[Work request] The response must consist of the lines below from the one with "c.set_font_options(options)" through the one with "c.restore()", exactly as they appear and with both ends kept.

[Records shown]
════

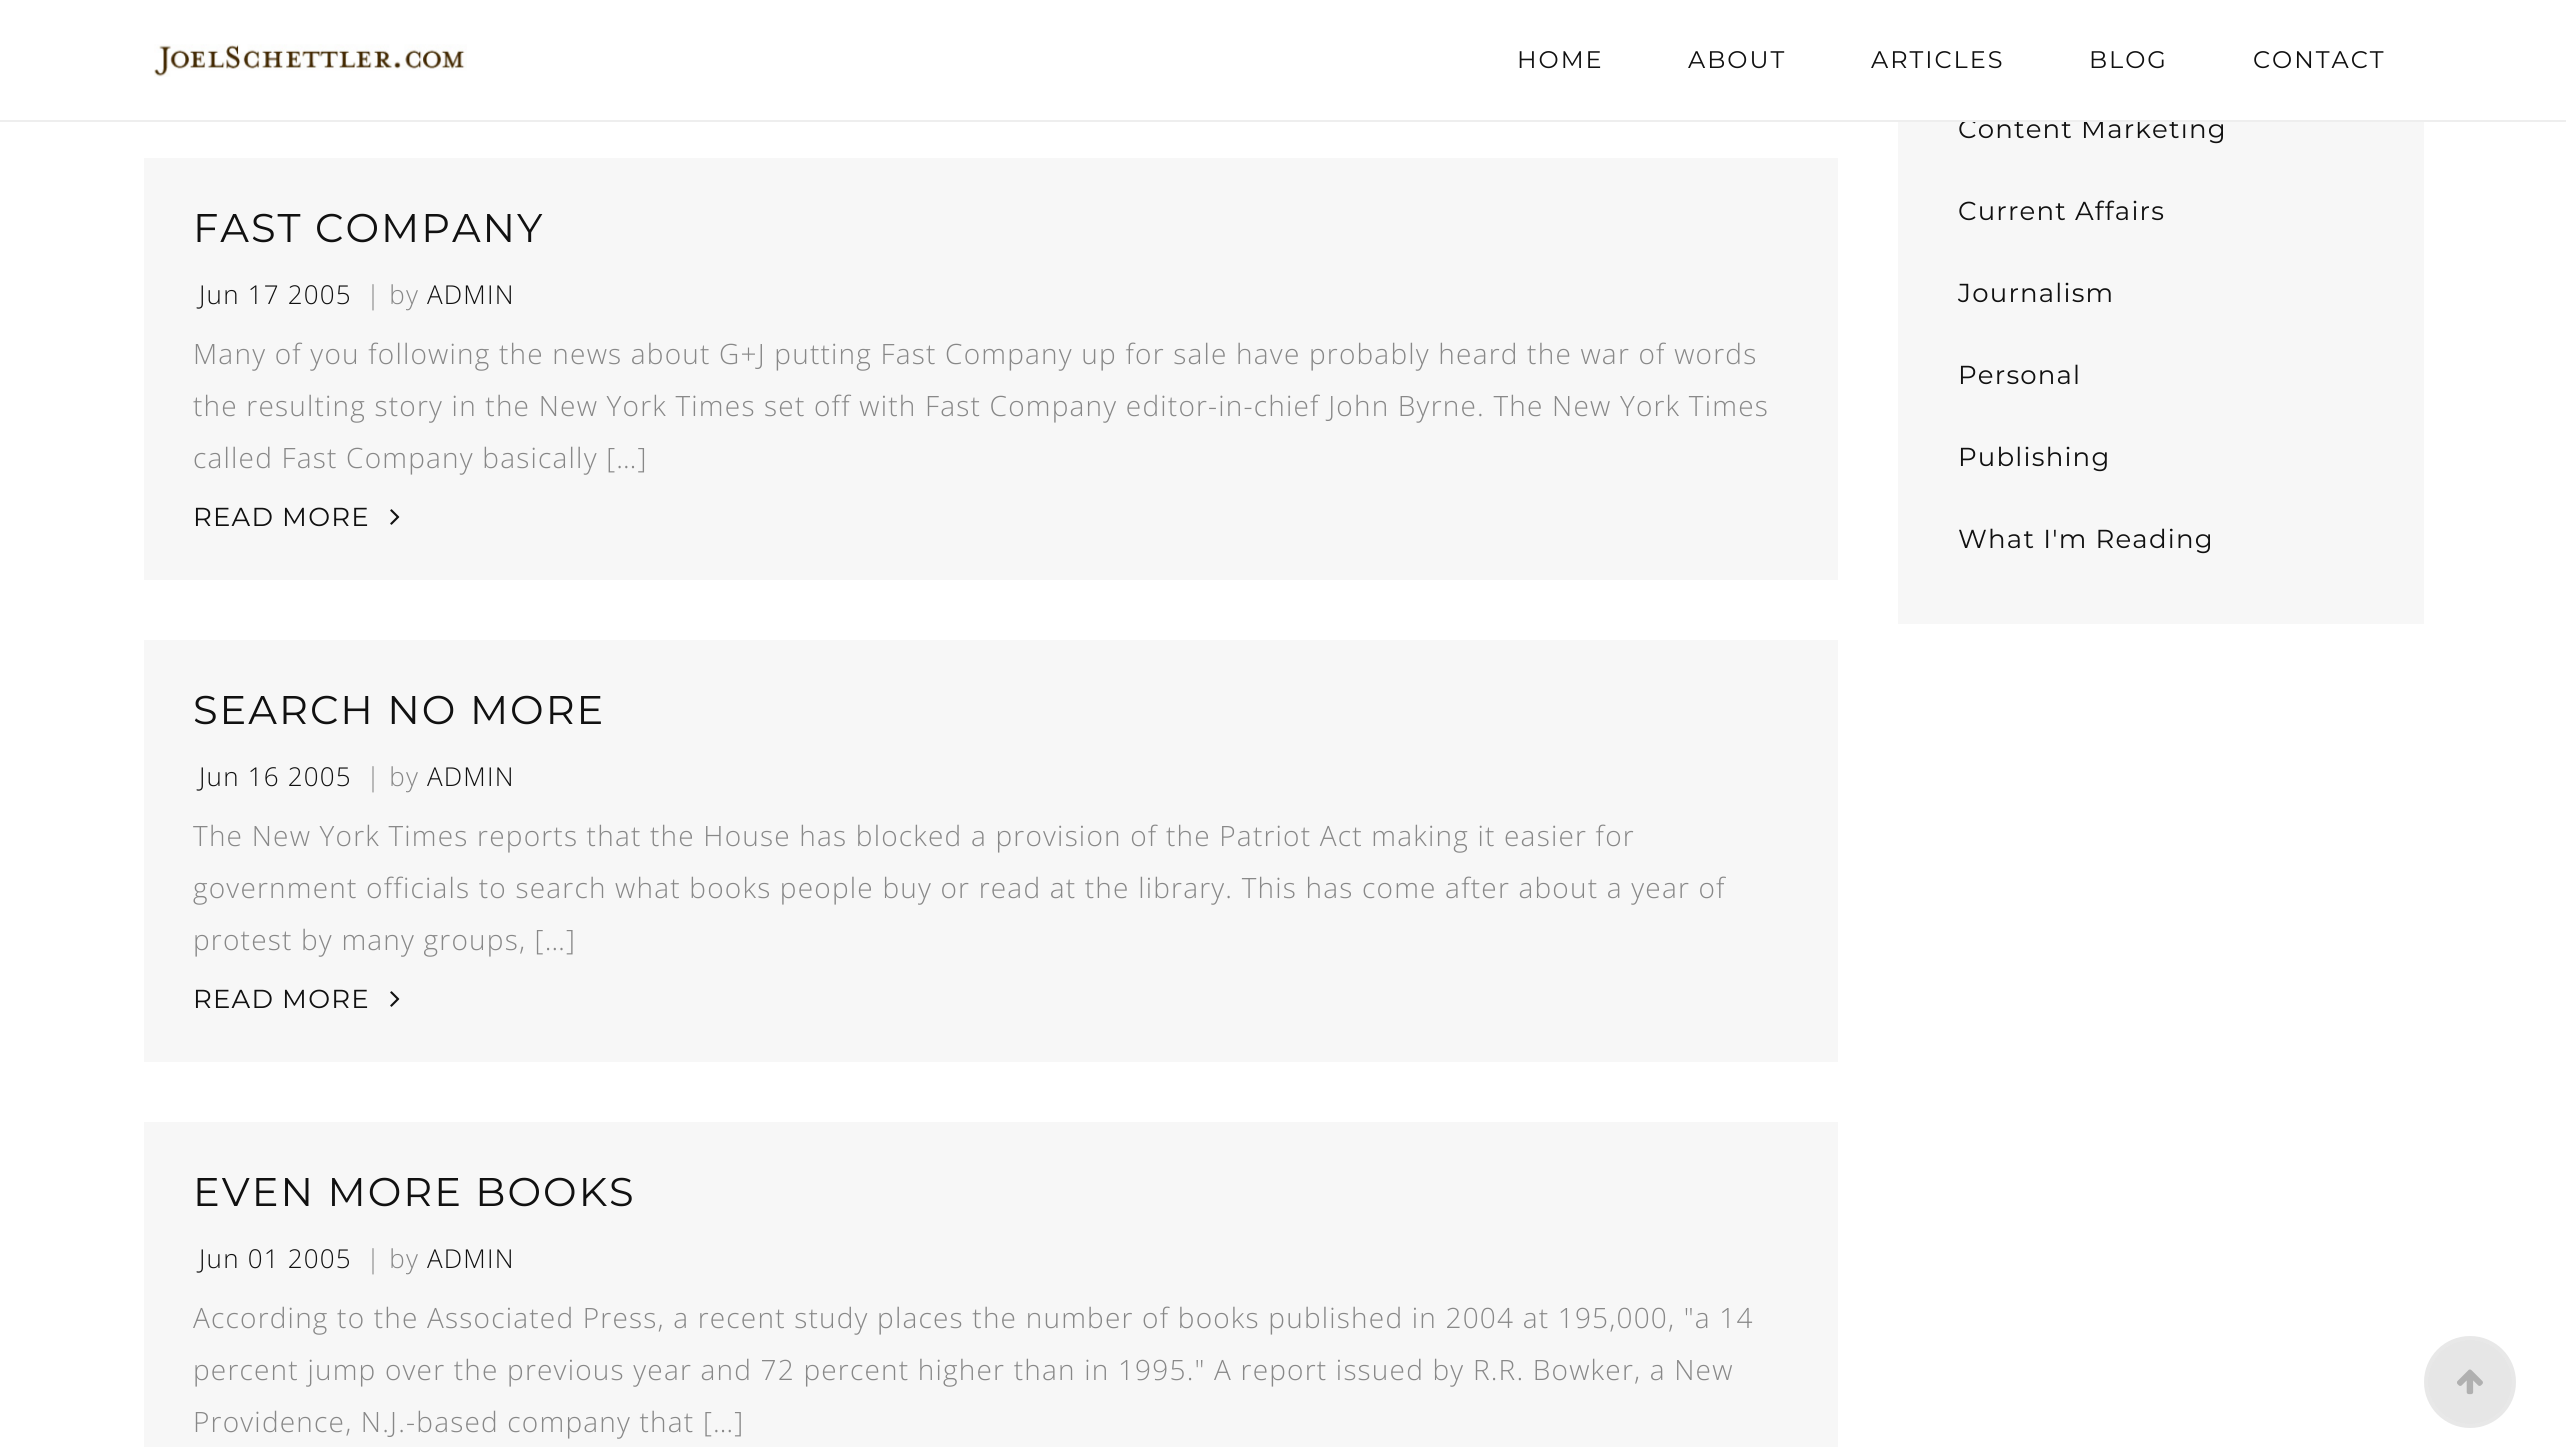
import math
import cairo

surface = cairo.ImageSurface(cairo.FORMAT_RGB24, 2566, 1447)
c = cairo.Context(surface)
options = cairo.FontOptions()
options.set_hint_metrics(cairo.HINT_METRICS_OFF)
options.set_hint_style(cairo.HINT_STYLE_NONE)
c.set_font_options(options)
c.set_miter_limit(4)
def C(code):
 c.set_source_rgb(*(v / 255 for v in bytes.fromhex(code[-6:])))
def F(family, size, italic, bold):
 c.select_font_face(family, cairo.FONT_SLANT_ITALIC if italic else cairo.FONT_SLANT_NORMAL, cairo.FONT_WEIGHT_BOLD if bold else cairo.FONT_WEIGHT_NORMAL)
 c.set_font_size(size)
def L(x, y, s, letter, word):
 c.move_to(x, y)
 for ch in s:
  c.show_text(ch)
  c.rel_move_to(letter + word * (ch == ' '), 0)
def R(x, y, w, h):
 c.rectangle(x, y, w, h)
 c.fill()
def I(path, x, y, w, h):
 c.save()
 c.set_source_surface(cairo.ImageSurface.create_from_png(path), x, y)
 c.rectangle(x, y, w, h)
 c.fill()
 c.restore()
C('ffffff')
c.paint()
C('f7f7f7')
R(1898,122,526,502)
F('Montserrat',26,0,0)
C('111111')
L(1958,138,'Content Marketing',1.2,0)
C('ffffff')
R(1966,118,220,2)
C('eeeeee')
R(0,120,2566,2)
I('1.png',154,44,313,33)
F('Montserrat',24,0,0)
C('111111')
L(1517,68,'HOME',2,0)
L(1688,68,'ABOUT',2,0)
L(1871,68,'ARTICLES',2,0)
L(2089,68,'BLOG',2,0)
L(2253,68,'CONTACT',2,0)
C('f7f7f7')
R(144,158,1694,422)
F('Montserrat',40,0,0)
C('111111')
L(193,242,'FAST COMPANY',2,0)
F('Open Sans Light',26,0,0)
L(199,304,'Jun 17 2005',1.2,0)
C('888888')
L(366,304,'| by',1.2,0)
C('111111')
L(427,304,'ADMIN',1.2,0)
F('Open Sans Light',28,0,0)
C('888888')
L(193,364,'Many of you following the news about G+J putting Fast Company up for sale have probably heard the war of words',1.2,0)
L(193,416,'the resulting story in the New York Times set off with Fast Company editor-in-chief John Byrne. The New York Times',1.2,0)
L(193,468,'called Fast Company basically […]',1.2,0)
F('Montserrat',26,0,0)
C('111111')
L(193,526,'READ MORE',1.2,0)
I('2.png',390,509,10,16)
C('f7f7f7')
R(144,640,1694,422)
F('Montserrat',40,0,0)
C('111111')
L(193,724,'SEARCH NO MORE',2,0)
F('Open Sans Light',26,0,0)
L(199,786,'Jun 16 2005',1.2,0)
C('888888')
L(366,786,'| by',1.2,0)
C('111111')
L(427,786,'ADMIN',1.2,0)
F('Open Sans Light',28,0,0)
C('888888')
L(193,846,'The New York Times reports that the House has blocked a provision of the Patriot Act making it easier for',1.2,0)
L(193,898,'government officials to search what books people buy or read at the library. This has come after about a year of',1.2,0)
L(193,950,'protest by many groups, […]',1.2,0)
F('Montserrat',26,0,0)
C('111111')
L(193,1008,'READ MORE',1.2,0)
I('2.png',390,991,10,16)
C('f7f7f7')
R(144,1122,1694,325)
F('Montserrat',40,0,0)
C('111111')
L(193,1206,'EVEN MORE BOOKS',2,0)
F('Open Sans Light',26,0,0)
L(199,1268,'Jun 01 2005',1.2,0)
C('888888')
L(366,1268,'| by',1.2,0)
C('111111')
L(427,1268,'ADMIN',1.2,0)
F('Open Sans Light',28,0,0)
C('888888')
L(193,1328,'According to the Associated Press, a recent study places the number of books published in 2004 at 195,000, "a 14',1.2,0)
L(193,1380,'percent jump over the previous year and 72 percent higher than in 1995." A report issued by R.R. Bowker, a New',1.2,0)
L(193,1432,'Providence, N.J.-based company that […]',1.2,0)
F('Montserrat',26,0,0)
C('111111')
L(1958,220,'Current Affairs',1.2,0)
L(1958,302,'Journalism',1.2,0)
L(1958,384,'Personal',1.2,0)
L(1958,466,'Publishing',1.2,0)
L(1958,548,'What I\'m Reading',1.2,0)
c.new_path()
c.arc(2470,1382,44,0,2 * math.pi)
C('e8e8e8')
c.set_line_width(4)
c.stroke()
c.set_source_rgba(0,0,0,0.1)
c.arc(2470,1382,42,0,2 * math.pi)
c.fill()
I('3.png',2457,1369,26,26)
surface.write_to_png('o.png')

════

[The completed task]
c.set_font_options(options)
c.set_miter_limit(4)
def C(code):
 c.set_source_rgb(*(v / 255 for v in bytes.fromhex(code[-6:])))
def F(family, size, italic, bold):
 c.select_font_face(family, cairo.FONT_SLANT_ITALIC if italic else cairo.FONT_SLANT_NORMAL, cairo.FONT_WEIGHT_BOLD if bold else cairo.FONT_WEIGHT_NORMAL)
 c.set_font_size(size)
def L(x, y, s, letter, word):
 c.move_to(x, y)
 for ch in s:
  c.show_text(ch)
  c.rel_move_to(letter + word * (ch == ' '), 0)
def R(x, y, w, h):
 c.rectangle(x, y, w, h)
 c.fill()
def I(path, x, y, w, h):
 c.save()
 c.set_source_surface(cairo.ImageSurface.create_from_png(path), x, y)
 c.rectangle(x, y, w, h)
 c.fill()
 c.restore()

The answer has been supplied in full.